▶ _MATERIAL PROVIDED_
# # #
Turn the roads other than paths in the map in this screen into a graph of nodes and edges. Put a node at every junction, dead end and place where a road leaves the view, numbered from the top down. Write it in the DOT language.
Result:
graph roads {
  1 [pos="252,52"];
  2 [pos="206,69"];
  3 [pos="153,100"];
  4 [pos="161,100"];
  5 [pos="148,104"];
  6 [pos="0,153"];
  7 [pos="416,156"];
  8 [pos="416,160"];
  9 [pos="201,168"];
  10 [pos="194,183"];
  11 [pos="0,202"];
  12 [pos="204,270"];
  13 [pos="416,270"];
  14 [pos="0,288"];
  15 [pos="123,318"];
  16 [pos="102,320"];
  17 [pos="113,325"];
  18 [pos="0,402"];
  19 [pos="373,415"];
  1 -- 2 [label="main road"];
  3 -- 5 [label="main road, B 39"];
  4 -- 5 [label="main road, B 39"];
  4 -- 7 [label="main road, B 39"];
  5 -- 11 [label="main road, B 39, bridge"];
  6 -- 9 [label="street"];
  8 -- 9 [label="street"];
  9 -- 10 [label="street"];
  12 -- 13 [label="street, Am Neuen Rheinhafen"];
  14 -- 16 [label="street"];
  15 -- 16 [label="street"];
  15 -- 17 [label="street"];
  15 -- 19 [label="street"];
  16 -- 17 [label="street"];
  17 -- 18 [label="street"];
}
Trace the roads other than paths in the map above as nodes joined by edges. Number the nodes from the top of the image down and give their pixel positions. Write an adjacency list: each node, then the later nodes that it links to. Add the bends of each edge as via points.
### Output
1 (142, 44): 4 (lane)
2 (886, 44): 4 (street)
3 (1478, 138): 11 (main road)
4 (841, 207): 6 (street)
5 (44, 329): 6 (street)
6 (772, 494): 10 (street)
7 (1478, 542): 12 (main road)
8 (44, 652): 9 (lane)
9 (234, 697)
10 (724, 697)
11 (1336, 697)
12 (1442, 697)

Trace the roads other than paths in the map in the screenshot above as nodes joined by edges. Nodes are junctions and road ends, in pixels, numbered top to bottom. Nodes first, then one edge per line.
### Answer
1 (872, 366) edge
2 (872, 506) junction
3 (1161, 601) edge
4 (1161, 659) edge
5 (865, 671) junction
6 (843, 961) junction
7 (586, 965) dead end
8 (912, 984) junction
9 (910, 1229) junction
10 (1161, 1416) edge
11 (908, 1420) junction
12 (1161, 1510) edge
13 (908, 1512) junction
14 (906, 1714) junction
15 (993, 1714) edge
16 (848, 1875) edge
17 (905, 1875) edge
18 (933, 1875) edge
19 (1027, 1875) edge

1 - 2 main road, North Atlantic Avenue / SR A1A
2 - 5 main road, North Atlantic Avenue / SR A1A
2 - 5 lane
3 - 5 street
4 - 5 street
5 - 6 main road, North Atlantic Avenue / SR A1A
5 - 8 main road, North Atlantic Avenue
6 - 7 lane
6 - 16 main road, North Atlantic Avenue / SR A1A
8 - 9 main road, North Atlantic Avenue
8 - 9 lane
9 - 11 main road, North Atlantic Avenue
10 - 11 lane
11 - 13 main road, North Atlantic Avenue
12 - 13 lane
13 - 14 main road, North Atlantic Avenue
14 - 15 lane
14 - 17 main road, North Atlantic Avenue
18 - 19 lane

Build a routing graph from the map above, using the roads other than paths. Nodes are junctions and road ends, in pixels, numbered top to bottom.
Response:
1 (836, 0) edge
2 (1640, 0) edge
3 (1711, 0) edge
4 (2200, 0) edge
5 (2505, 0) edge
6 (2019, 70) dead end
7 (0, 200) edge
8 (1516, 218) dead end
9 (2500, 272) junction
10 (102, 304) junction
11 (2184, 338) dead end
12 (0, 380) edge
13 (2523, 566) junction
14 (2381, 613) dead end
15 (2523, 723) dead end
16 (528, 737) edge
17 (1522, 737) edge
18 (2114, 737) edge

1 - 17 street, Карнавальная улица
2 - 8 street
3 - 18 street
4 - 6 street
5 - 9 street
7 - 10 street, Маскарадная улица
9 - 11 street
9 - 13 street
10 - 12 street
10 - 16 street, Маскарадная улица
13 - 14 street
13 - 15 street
# # #
▶ _TRY IT_
Reproduce the data in full, exactly.

▶ _WORKED SOLUTION_
Turn the roads other than paths in the map in this screen into a graph of nodes and edges. Put a node at every junction, dead end and place where a road leaves the view, numbered from the top down. Write it in the DOT language.
Result:
graph roads {
  1 [pos="252,52"];
  2 [pos="206,69"];
  3 [pos="153,100"];
  4 [pos="161,100"];
  5 [pos="148,104"];
  6 [pos="0,153"];
  7 [pos="416,156"];
  8 [pos="416,160"];
  9 [pos="201,168"];
  10 [pos="194,183"];
  11 [pos="0,202"];
  12 [pos="204,270"];
  13 [pos="416,270"];
  14 [pos="0,288"];
  15 [pos="123,318"];
  16 [pos="102,320"];
  17 [pos="113,325"];
  18 [pos="0,402"];
  19 [pos="373,415"];
  1 -- 2 [label="main road"];
  3 -- 5 [label="main road, B 39"];
  4 -- 5 [label="main road, B 39"];
  4 -- 7 [label="main road, B 39"];
  5 -- 11 [label="main road, B 39, bridge"];
  6 -- 9 [label="street"];
  8 -- 9 [label="street"];
  9 -- 10 [label="street"];
  12 -- 13 [label="street, Am Neuen Rheinhafen"];
  14 -- 16 [label="street"];
  15 -- 16 [label="street"];
  15 -- 17 [label="street"];
  15 -- 19 [label="street"];
  16 -- 17 [label="street"];
  17 -- 18 [label="street"];
}
Trace the roads other than paths in the map above as nodes joined by edges. Number the nodes from the top of the image down and give their pixel positions. Write an adjacency list: each node, then the later nodes that it links to. Add the bends of each edge as via points.
### Output
1 (142, 44): 4 (lane)
2 (886, 44): 4 (street)
3 (1478, 138): 11 (main road)
4 (841, 207): 6 (street)
5 (44, 329): 6 (street)
6 (772, 494): 10 (street)
7 (1478, 542): 12 (main road)
8 (44, 652): 9 (lane)
9 (234, 697)
10 (724, 697)
11 (1336, 697)
12 (1442, 697)

Trace the roads other than paths in the map in the screenshot above as nodes joined by edges. Nodes are junctions and road ends, in pixels, numbered top to bottom. Nodes first, then one edge per line.
### Answer
1 (872, 366) edge
2 (872, 506) junction
3 (1161, 601) edge
4 (1161, 659) edge
5 (865, 671) junction
6 (843, 961) junction
7 (586, 965) dead end
8 (912, 984) junction
9 (910, 1229) junction
10 (1161, 1416) edge
11 (908, 1420) junction
12 (1161, 1510) edge
13 (908, 1512) junction
14 (906, 1714) junction
15 (993, 1714) edge
16 (848, 1875) edge
17 (905, 1875) edge
18 (933, 1875) edge
19 (1027, 1875) edge

1 - 2 main road, North Atlantic Avenue / SR A1A
2 - 5 main road, North Atlantic Avenue / SR A1A
2 - 5 lane
3 - 5 street
4 - 5 street
5 - 6 main road, North Atlantic Avenue / SR A1A
5 - 8 main road, North Atlantic Avenue
6 - 7 lane
6 - 16 main road, North Atlantic Avenue / SR A1A
8 - 9 main road, North Atlantic Avenue
8 - 9 lane
9 - 11 main road, North Atlantic Avenue
10 - 11 lane
11 - 13 main road, North Atlantic Avenue
12 - 13 lane
13 - 14 main road, North Atlantic Avenue
14 - 15 lane
14 - 17 main road, North Atlantic Avenue
18 - 19 lane

Build a routing graph from the map above, using the roads other than paths. Nodes are junctions and road ends, in pixels, numbered top to bottom.
Response:
1 (836, 0) edge
2 (1640, 0) edge
3 (1711, 0) edge
4 (2200, 0) edge
5 (2505, 0) edge
6 (2019, 70) dead end
7 (0, 200) edge
8 (1516, 218) dead end
9 (2500, 272) junction
10 (102, 304) junction
11 (2184, 338) dead end
12 (0, 380) edge
13 (2523, 566) junction
14 (2381, 613) dead end
15 (2523, 723) dead end
16 (528, 737) edge
17 (1522, 737) edge
18 (2114, 737) edge

1 - 17 street, Карнавальная улица
2 - 8 street
3 - 18 street
4 - 6 street
5 - 9 street
7 - 10 street, Маскарадная улица
9 - 11 street
9 - 13 street
10 - 12 street
10 - 16 street, Маскарадная улица
13 - 14 street
13 - 15 street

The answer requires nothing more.